Aquilo me fez parar de chorar por um segundo. Encarei-o, confusa, e senti o meu semblante se contorcer em uma angústia ainda maior diante daquelas palavras que soaram como uma despedida oculta.

— O que você quer dizer com isso, Diego? Como assim uma lembrança boa?

Ele não me respondeu com palavras de imediato. Em vez disso, levou a mão até o meu rosto. Notei que os dedos dele tremiam um pouco quando acariciaram a minha bochecha, como se ele estivesse tentando gravar aquele toque para sempre na memória. Fechei os olhos por uma fração de segundo, deixando-me ser acolhida por aquele carinho, mesmo no meio de todo aquele caos.

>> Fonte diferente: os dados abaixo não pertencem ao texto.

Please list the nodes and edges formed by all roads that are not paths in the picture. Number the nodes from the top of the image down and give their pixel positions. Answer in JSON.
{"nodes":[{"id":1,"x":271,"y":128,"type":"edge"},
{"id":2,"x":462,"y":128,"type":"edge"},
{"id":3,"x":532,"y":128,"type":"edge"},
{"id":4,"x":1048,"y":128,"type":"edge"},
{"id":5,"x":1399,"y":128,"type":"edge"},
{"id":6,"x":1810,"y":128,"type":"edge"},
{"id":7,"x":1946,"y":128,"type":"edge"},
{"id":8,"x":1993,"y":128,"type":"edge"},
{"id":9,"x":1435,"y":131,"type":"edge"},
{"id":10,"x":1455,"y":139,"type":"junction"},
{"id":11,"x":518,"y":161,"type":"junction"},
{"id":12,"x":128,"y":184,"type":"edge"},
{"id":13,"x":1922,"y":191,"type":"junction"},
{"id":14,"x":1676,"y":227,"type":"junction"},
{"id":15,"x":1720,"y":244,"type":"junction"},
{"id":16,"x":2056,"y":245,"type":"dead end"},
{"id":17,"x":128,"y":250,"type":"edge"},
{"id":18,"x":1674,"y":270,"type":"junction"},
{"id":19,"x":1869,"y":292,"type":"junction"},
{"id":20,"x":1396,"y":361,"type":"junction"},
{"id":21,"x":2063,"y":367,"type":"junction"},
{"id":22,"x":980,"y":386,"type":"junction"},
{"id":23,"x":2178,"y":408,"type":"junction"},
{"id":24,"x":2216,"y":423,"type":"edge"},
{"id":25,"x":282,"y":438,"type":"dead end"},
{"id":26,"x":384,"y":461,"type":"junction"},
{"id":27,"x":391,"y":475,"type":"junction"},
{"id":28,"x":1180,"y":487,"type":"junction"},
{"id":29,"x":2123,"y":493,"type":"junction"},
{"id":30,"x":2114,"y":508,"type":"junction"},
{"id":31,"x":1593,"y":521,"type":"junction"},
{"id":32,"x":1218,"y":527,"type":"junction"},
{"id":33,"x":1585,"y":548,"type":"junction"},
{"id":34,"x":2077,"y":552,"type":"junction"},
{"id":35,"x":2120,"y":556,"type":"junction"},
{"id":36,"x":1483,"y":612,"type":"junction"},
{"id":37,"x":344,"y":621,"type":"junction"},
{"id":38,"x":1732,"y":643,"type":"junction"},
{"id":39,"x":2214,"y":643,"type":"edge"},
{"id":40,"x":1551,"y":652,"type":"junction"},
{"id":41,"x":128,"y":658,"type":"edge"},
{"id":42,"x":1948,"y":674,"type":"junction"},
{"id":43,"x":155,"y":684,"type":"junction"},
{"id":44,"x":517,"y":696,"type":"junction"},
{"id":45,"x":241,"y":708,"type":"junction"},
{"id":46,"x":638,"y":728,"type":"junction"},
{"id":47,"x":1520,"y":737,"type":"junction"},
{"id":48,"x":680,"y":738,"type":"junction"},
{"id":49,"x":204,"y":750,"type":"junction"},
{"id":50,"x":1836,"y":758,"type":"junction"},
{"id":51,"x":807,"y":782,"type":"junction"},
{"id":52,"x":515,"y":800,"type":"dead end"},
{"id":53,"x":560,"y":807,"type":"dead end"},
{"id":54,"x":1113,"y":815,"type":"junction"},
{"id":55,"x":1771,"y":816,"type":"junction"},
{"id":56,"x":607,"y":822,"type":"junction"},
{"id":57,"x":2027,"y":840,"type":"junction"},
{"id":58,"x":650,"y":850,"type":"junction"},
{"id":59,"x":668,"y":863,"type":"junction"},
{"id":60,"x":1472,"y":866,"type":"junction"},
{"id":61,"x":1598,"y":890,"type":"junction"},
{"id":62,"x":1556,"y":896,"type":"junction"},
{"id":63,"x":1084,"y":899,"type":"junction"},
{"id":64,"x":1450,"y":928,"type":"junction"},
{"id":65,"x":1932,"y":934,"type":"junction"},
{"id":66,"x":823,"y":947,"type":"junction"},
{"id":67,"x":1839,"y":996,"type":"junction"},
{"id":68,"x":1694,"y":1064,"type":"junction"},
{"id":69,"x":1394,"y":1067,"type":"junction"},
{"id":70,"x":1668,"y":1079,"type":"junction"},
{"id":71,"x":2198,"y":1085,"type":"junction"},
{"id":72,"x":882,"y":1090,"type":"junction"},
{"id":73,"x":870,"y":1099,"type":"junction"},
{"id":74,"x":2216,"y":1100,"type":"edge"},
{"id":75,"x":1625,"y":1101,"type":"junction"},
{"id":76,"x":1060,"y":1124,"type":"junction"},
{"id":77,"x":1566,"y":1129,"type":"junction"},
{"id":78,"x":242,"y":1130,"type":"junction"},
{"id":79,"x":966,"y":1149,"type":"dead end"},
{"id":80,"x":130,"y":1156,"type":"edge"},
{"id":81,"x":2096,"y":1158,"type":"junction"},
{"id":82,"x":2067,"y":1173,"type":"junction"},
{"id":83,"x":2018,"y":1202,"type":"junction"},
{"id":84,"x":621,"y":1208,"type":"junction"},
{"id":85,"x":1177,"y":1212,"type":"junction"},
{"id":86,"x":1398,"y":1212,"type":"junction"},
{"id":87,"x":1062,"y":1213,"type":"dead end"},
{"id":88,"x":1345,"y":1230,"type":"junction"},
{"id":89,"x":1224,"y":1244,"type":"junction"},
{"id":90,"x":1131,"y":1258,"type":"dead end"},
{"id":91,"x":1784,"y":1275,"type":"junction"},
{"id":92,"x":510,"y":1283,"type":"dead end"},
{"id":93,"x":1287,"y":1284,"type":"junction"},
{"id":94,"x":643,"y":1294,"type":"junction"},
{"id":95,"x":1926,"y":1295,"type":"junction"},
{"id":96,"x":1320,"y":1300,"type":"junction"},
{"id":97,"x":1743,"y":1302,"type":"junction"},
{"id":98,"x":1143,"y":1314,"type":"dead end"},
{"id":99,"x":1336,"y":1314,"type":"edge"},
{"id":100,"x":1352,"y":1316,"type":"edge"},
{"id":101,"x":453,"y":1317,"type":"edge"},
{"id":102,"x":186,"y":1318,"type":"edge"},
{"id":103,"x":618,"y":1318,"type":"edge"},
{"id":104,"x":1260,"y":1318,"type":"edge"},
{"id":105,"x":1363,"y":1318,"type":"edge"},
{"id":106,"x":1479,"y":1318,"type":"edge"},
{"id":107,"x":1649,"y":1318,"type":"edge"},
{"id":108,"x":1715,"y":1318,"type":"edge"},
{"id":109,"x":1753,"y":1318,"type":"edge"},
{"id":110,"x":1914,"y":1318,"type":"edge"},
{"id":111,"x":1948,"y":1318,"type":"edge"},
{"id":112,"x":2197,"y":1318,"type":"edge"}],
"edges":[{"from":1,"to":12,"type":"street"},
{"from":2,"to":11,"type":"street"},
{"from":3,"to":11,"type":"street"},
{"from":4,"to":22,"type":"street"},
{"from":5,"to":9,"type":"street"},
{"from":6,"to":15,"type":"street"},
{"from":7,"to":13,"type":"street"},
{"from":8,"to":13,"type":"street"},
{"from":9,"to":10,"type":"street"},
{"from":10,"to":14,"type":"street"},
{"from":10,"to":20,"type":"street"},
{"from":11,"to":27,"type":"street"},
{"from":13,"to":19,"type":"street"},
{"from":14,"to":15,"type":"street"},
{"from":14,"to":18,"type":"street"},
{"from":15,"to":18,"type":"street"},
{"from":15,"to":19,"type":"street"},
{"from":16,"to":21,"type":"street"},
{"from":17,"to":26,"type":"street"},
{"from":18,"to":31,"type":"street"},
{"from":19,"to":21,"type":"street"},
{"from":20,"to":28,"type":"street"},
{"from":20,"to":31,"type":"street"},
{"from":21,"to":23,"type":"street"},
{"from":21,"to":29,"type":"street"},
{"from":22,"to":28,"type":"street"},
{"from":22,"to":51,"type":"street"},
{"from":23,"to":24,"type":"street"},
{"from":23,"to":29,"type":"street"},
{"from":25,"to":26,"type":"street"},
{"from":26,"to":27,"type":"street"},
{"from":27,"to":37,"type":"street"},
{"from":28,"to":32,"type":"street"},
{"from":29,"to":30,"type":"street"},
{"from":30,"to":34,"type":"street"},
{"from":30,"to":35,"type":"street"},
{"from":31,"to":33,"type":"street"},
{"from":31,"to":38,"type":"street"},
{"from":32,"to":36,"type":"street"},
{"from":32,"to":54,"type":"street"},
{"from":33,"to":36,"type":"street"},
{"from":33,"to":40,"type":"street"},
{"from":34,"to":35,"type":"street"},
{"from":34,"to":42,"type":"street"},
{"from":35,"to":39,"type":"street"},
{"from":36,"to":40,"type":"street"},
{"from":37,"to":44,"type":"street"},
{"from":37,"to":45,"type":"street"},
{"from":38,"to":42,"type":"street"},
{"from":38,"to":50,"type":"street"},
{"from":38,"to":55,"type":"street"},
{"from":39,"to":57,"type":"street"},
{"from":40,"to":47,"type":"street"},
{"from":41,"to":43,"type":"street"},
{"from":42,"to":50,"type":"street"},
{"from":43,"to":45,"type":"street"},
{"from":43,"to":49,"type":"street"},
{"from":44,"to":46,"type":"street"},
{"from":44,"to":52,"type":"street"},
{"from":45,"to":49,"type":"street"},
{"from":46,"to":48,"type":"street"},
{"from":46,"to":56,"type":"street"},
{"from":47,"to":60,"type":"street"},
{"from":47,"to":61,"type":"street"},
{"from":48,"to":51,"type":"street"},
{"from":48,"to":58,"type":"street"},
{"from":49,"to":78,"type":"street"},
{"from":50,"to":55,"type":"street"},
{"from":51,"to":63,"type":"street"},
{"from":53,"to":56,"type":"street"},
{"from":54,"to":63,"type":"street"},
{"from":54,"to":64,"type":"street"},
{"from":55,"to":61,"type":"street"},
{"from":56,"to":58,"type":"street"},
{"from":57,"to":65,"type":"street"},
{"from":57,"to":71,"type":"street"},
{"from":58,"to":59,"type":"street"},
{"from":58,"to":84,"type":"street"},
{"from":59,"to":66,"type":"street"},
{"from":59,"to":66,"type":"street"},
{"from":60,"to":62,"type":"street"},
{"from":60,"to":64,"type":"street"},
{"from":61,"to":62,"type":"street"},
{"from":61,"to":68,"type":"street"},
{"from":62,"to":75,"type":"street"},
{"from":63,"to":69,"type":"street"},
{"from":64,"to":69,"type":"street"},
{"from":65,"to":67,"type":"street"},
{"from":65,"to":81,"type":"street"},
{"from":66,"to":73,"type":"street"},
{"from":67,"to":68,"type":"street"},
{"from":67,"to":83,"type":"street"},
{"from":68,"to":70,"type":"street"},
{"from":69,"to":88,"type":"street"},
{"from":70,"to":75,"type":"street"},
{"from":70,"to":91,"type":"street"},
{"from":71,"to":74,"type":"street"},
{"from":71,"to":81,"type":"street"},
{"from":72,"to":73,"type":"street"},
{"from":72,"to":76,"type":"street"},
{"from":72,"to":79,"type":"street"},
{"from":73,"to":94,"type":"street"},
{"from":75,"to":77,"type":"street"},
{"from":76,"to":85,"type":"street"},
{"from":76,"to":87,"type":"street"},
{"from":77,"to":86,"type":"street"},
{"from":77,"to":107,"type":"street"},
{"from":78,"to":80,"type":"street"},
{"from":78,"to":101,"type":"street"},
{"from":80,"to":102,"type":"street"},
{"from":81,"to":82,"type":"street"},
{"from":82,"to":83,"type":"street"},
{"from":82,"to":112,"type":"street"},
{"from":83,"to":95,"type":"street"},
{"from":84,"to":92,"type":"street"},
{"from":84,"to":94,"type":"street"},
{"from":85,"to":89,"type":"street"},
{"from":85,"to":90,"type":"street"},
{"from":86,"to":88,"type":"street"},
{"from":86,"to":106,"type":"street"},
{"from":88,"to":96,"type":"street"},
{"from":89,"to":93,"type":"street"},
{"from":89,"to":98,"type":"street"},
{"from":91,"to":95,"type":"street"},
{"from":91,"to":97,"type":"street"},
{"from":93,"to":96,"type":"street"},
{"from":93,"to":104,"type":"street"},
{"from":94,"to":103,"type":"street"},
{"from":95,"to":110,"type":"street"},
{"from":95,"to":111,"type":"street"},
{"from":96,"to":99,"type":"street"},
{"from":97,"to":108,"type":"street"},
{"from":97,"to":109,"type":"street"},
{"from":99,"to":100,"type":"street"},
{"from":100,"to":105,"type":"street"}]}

— Aquele acidente... — ele sussurrou, abrindo um sorriso muito fraco e melancólico ao se lembrar. — O dia em que você bateu na minha moto... foi a melhor coisa que aconteceu em toda a minha vida. Eu sou tão grato a você, Marina. Grato por você ter me dado uma família tão linda.

Eu o olhava, me sentindo completamente dividida. Havia muita dor, havia muita raiva, mas também pulsava um sentimento debaixo de tudo aquilo que, inevitavelmente, era infinitamente maior.

— Eu estarei lá no batismo de nosso filho, ta bom? Eu não vou mais falhar com vocês dois.

Puxei o ar com força, enxugando as lágrimas teimosas com a mão livre. Levantei-me devagar, preparando-me para ir embora, pois o tempo de visita já estava chegando ao fim. Parei perto da porta e me virei para ele uma última vez. Olhei-o de um jeito que não escondia mais nada, deixando cair qualquer armadura que eu ainda estivesse tentando segurar.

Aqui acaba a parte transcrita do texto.